Désireux de changer de sujet, le général raconta ensuite les démêlés de Marc avec Crayton.

-Missionnaire ! gloussa Tania. Je ne vous vois guère dans ce rôle, ou alors le paradis n'est pas ce que l'on m'a enseigné... Parlez-moi des nuits de grande violence. C'est vraiment terrible?

-Pour beaucoup, certainement, mais nos ancêtres commettaient également ce genre d'exaction. La paix étant conclue, on peut espérer que les habitants d'Ourka n'auront plus à les subir.

-Inutile d'insister, se moqua Khov. Notre invité est toujours discret sur ce sujet, comme les enregistrements de son androïde, qui s'évertue à filmer les paysages dès qu'une créature féminine traverse le champ de vision de Stone. Même le plus borné des techniciens commence à avoir des soupçons.

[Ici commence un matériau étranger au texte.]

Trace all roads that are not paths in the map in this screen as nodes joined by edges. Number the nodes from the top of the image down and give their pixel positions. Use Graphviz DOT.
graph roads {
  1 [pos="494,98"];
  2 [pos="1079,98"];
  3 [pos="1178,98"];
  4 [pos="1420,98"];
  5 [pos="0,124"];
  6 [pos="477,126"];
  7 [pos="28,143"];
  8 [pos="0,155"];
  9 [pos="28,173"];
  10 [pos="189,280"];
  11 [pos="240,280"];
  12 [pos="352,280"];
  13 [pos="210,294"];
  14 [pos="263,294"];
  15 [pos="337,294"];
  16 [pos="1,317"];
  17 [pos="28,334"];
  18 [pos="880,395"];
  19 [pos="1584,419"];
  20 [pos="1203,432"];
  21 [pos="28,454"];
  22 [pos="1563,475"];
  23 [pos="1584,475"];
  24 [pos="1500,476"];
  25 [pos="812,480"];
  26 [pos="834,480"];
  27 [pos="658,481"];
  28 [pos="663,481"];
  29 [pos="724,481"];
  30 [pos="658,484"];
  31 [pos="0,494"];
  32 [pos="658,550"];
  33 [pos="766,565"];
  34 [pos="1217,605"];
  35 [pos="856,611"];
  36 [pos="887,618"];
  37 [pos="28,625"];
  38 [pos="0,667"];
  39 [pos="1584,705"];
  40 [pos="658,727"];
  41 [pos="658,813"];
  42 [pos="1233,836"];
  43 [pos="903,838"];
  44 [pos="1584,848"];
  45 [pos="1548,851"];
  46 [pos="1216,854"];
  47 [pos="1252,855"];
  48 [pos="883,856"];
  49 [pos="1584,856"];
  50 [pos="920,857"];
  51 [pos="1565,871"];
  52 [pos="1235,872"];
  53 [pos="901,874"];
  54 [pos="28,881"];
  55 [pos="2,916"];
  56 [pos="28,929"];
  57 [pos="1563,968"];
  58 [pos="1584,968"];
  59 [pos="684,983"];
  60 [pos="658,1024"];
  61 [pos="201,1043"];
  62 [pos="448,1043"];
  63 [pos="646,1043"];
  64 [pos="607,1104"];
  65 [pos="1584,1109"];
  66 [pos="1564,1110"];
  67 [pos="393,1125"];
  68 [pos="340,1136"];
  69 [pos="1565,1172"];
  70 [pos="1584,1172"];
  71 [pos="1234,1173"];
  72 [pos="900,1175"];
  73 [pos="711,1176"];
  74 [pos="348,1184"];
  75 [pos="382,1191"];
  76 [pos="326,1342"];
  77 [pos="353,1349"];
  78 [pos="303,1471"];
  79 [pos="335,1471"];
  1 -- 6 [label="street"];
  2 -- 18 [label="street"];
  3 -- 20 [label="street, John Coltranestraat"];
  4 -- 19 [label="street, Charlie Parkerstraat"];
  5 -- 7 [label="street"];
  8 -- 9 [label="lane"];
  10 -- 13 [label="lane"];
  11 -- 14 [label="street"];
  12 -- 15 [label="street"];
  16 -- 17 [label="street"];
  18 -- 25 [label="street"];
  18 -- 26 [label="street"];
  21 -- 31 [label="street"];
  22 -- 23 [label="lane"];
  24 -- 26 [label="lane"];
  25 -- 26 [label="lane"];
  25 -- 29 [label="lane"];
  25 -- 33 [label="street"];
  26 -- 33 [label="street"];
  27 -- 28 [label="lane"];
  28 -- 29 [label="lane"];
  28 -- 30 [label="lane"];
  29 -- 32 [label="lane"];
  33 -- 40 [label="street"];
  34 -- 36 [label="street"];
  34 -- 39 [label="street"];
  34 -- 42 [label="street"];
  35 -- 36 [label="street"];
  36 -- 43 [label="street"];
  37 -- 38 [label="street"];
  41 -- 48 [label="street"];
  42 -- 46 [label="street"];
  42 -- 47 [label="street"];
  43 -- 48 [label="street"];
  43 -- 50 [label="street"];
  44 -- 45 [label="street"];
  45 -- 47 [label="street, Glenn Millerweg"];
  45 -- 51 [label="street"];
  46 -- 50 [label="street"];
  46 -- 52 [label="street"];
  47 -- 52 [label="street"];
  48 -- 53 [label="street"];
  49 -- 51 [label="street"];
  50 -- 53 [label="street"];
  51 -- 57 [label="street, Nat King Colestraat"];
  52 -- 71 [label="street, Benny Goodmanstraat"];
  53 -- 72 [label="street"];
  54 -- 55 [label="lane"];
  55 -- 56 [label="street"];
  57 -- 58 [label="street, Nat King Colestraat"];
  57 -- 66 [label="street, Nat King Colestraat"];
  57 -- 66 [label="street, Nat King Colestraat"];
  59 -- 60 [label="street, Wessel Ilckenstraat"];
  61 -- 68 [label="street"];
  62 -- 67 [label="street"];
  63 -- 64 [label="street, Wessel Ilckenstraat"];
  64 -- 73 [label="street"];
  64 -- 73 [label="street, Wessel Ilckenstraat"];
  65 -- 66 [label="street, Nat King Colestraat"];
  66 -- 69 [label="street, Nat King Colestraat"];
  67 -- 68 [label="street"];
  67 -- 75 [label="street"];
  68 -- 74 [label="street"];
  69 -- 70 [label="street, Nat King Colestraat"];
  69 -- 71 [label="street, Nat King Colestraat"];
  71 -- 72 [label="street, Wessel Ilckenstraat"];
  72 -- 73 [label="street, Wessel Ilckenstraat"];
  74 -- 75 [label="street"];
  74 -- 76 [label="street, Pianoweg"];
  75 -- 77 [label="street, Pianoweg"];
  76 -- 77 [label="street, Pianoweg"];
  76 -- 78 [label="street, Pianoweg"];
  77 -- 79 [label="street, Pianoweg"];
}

-Mon général, protesta Marc, vous savez que je sais m'intégrer parfaitement aux populations locales. Toutefois, j'évite toujours les débordements.

-Bientôt, vous allez affirmer que c'est vous qu'on a violé!

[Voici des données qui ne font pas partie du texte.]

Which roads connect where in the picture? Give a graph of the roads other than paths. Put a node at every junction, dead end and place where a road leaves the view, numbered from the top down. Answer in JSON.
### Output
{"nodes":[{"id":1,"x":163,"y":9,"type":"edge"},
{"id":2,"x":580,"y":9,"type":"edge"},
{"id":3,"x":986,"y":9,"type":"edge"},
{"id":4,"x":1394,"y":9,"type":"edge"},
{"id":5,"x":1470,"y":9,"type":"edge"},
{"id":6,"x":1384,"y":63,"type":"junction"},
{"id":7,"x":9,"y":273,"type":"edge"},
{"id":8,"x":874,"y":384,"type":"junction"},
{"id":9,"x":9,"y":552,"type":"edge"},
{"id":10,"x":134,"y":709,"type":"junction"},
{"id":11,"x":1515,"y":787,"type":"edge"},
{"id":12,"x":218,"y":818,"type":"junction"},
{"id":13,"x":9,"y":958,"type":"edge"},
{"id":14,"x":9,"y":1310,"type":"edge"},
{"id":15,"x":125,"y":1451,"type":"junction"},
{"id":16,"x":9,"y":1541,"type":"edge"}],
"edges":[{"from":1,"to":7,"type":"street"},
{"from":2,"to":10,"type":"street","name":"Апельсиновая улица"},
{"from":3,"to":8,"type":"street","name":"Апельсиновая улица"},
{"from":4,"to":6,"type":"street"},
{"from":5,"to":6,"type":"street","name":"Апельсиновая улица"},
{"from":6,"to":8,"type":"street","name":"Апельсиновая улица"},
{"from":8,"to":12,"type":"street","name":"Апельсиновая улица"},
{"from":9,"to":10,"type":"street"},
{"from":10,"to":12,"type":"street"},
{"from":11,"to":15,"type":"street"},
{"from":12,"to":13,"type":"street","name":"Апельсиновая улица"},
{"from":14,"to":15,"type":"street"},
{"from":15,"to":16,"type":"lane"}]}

-Presque, sourit Marc, songeant à la petite Risa et à sa mère.

L'idée sembla amuser Tania, qui s'exclama :

-Je demanderai à voir cette scène ! (Redevenant sérieuse, elle continua :) Dire que ces pauvres femmes étaient fouettées tous les soirs ! C'est horrible !

-J'ai fait en sorte que la loi soit abolie, mais il faudra du temps pour que l'habitude se perde complètement !

Khov hocha gravement la tête.

-Peut-être est-ce dommage? Ce serait très salutaire à certaines femelles...

Sa femme eut un haut-le-corps, puis son regard brilla:

-Je devine tes arrières pensées, espèce de mâle stupide!

La sonnerie de la vidéo-radio interrompit heureusement la conversation. Khov se leva pour répondre. Il revint trois minutes plus tard, l'air rêveur.

-Vous donnez de mauvaises habitudes à mes agents, Stone. Bientôt, chacun appellera ici pour le motif le plus futile! C'était Mac Donald. Il semblait terriblement pressé et m'a demandé l'autorisation de passer quelques jours à Acapulco ! Comme si cela ne pouvait attendre demain !

Marc réprima un sourire. Sacré Duck ! Il n'avait pas perdu son temps, avec Cora ! Elle allait enfin réaliser un rêve tant de fois brisé!